What the exercise asks
The answer should be the records below, word for word, with every image left out.

Stored data entries
━━━━━━
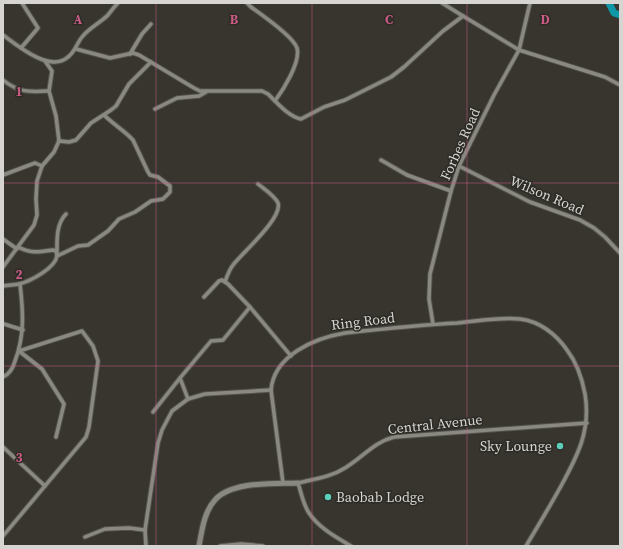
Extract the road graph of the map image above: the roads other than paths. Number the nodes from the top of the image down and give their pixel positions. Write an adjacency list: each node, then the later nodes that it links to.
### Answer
1 (22, 3): 9 (street)
2 (118, 3): 10 (street)
3 (248, 3): 19 (street)
4 (442, 3): 6 (street)
5 (530, 3): 11 (street, Forbes Road)
6 (463, 16): 11 (street); 19 (street)
7 (151, 24): 12 (street)
8 (3, 35): 9 (street)
9 (21, 48): 13 (street)
10 (76, 49): 12 (street); 13 (street)
11 (519, 50): 16 (street); 25 (street, Forbes Road)
12 (130, 54): 14 (street)
13 (45, 61): 17 (street)
14 (151, 62): 18 (street); 21 (street)
15 (3, 80): 17 (street)
16 (620, 85)
17 (49, 91): 22 (street)
18 (206, 92): 19 (street); 20 (street)
19 (275, 101)
20 (155, 109)
21 (104, 115): 22 (street); 33 (street)
22 (59, 140): 24 (street)
23 (381, 160): 28 (street)
24 (42, 166): 26 (street); 31 (street)
25 (459, 166): 28 (street, Forbes Road); 32 (street, Wilson Road)
26 (3, 175)
27 (258, 184): 35 (street)
28 (451, 192): 41 (street, Forbes Road)
29 (66, 214): 33 (street)
30 (3, 239): 31 (street)
31 (18, 248): 33 (street); 34 (street)
32 (620, 253)
33 (57, 254): 36 (street)
34 (3, 267)
35 (225, 282): 38 (street); 39 (street)
36 (20, 284): 37 (street); 42 (street)
37 (3, 286)
38 (204, 297)
39 (250, 307): 44 (street); 46 (street)
40 (4, 324): 42 (street)
41 (432, 324): 44 (street, Ring Road); 50 (street, Ring Road)
42 (23, 330): 43 (street)
43 (19, 351): 45 (street); 51 (street); 55 (street)
44 (291, 356): 47 (street, Ring Road)
45 (3, 377)
46 (180, 378): 48 (street); 49 (street)
47 (271, 390): 48 (street); 53 (street, Ring Road)
48 (188, 399): 56 (street)
49 (153, 412)
50 (587, 423): 54 (street, Central Avenue); 65 (street, Ring Road)
51 (56, 437)
52 (3, 447): 55 (street)
53 (283, 483): 54 (street); 60 (street)
54 (298, 483): 64 (street)
55 (45, 486): 57 (street)
56 (146, 530): 58 (street); 59 (street)
57 (3, 536)
58 (85, 537)
59 (146, 546)
60 (198, 546)
61 (220, 546): 62 (street)
62 (260, 546): 63 (street)
63 (263, 546)
64 (351, 546)
65 (526, 546)

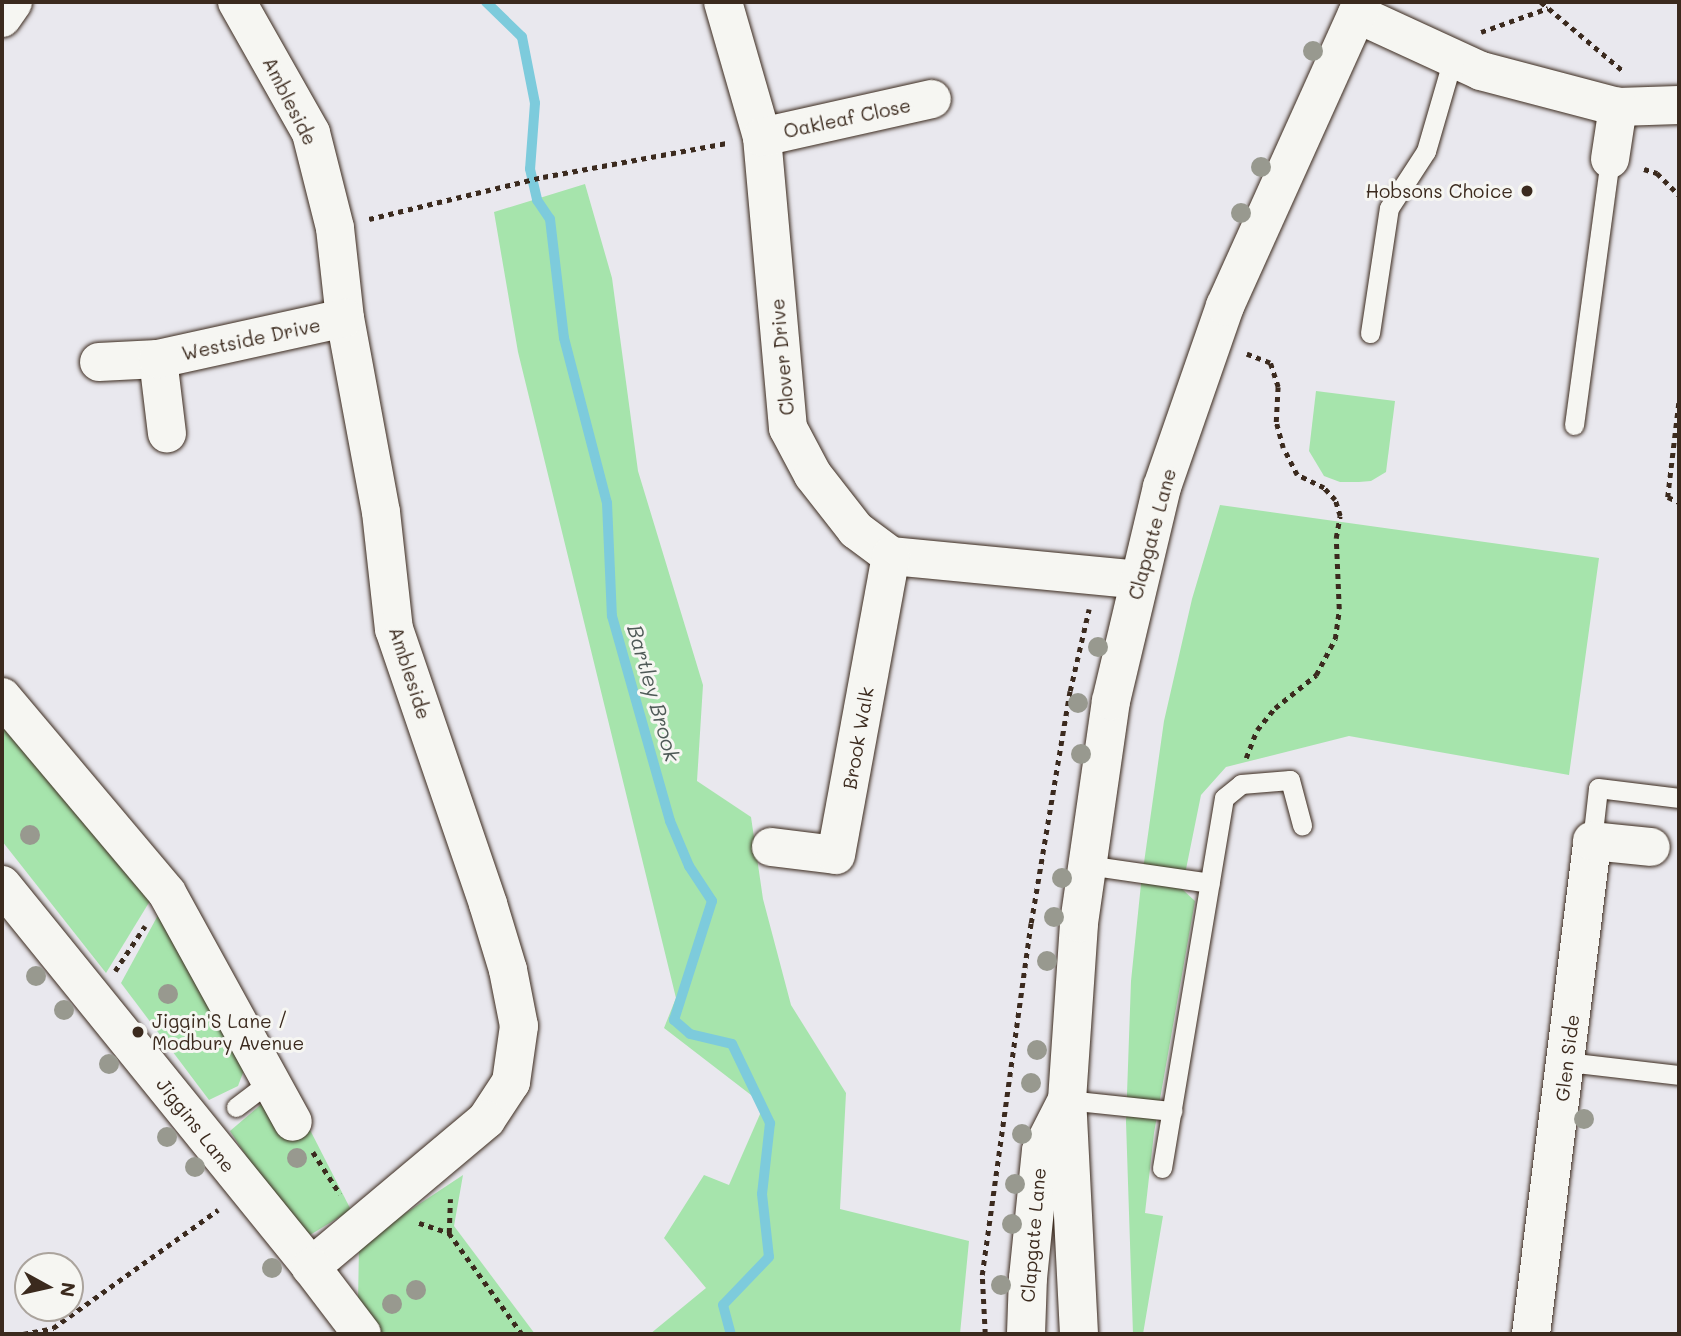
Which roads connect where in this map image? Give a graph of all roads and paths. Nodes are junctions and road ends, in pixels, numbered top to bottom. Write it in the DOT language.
━━━━━━
Exercise solution
Extract the road graph of the map image above: the roads other than paths. Number the nodes from the top of the image down and give their pixel positions. Write an adjacency list: each node, then the later nodes that it links to.
### Answer
1 (22, 3): 9 (street)
2 (118, 3): 10 (street)
3 (248, 3): 19 (street)
4 (442, 3): 6 (street)
5 (530, 3): 11 (street, Forbes Road)
6 (463, 16): 11 (street); 19 (street)
7 (151, 24): 12 (street)
8 (3, 35): 9 (street)
9 (21, 48): 13 (street)
10 (76, 49): 12 (street); 13 (street)
11 (519, 50): 16 (street); 25 (street, Forbes Road)
12 (130, 54): 14 (street)
13 (45, 61): 17 (street)
14 (151, 62): 18 (street); 21 (street)
15 (3, 80): 17 (street)
16 (620, 85)
17 (49, 91): 22 (street)
18 (206, 92): 19 (street); 20 (street)
19 (275, 101)
20 (155, 109)
21 (104, 115): 22 (street); 33 (street)
22 (59, 140): 24 (street)
23 (381, 160): 28 (street)
24 (42, 166): 26 (street); 31 (street)
25 (459, 166): 28 (street, Forbes Road); 32 (street, Wilson Road)
26 (3, 175)
27 (258, 184): 35 (street)
28 (451, 192): 41 (street, Forbes Road)
29 (66, 214): 33 (street)
30 (3, 239): 31 (street)
31 (18, 248): 33 (street); 34 (street)
32 (620, 253)
33 (57, 254): 36 (street)
34 (3, 267)
35 (225, 282): 38 (street); 39 (street)
36 (20, 284): 37 (street); 42 (street)
37 (3, 286)
38 (204, 297)
39 (250, 307): 44 (street); 46 (street)
40 (4, 324): 42 (street)
41 (432, 324): 44 (street, Ring Road); 50 (street, Ring Road)
42 (23, 330): 43 (street)
43 (19, 351): 45 (street); 51 (street); 55 (street)
44 (291, 356): 47 (street, Ring Road)
45 (3, 377)
46 (180, 378): 48 (street); 49 (street)
47 (271, 390): 48 (street); 53 (street, Ring Road)
48 (188, 399): 56 (street)
49 (153, 412)
50 (587, 423): 54 (street, Central Avenue); 65 (street, Ring Road)
51 (56, 437)
52 (3, 447): 55 (street)
53 (283, 483): 54 (street); 60 (street)
54 (298, 483): 64 (street)
55 (45, 486): 57 (street)
56 (146, 530): 58 (street); 59 (street)
57 (3, 536)
58 (85, 537)
59 (146, 546)
60 (198, 546)
61 (220, 546): 62 (street)
62 (260, 546): 63 (street)
63 (263, 546)
64 (351, 546)
65 (526, 546)

Which roads connect where in this map image? Give a graph of all roads and paths. Nodes are junctions and road ends, in pixels, numbered top to bottom. Write it in the DOT language.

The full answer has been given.